D’un joli rubis framboise, la robe est brillante et d’une belle intensité. Le premier nez est frais et délicat avec des notes boisées et gourmandes de prune. Un peu baume Tolu, le second nez confirme la gourmandise… Fraise, framboise confiturée, raisin noir aromatique, c’est un festival de fruits accompagné de cuir et d’épices douces. La bouche est fraîche et intense. Toujours fruitée, la dégustation montre des touches de fraise, de framboise, de cerise et de mûre. Charpenté et tannique, ce vin est prenant, vif mais fondu. La finale est chaude sur la prune, longue et agréable. C’est un vin complexe mais clair et précis. Joli. 

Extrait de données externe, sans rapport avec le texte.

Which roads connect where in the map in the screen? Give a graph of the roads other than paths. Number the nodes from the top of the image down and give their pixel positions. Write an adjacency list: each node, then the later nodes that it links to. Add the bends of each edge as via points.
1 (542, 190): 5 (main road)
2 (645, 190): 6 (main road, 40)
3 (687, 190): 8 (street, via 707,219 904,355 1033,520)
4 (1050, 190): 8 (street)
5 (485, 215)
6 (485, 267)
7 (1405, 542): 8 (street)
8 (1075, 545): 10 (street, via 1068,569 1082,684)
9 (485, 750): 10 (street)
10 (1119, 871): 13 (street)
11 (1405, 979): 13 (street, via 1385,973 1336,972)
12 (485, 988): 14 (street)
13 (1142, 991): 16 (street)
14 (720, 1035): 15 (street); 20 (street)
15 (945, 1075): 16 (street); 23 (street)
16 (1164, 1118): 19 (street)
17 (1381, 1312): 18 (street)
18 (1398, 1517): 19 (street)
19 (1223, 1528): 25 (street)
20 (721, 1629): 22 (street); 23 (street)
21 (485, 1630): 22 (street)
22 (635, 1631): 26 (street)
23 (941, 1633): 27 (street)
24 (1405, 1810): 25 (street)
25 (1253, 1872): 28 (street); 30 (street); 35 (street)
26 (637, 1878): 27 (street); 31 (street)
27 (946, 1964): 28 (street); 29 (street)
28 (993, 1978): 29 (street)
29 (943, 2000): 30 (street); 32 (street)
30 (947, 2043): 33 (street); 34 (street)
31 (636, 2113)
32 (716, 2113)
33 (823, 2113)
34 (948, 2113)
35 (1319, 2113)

Compter 45 euros la bouteille à la propriété

– Château Cos D’Estournel, 2nd Grand Cru Classé depuis 1855, Saint Estèphe 2008 (85% Cabernet Sauvignon, 13% Merlot et 2% Cabernet Franc). 

La robe est rubis rouge profond avec une belle intensité colorante. Brillante et limpide, ce vin est étincelant. Le premier nez est discret et gourmand. Le cacao, la vanille, le gâteau avec des raisins secs et un peu de café torréfié, c’est puissant, c’est clair, c’est impressionnant. Le second nez est aussi très aromatique (pourtant 2008 c’est jeune !) avec un boisé exotique léger et des touches de torréfaction. La prune, la mûre fraîche se mêlent à des épices douces (cannelle, réglisse et poivre). La dégustation est fraîche et sucrée. Droit et ample, on sent une grande puissance aromatique, de la complexité avec une grande délicatesse. C’est une main de fer dans un gant de velours… Des arômes de réglisse se marient avec la mûre et le cassis. Mariage réussi avec pour témoin le cacao. Souple, élastique en bouche, la finale est superbement longue sur la mûre et la réglisse. Sûrement l’un des vins les plus extraordinaires que j’ai bu, un coup de cœur autant pour la propriété que pour le vin… Pourtant 2008 n’est pas un millésime exceptionnel (2009 est exceptionnel et il faudra débourser 300 euros en propriété), mais c’est tout de même une bonne année. 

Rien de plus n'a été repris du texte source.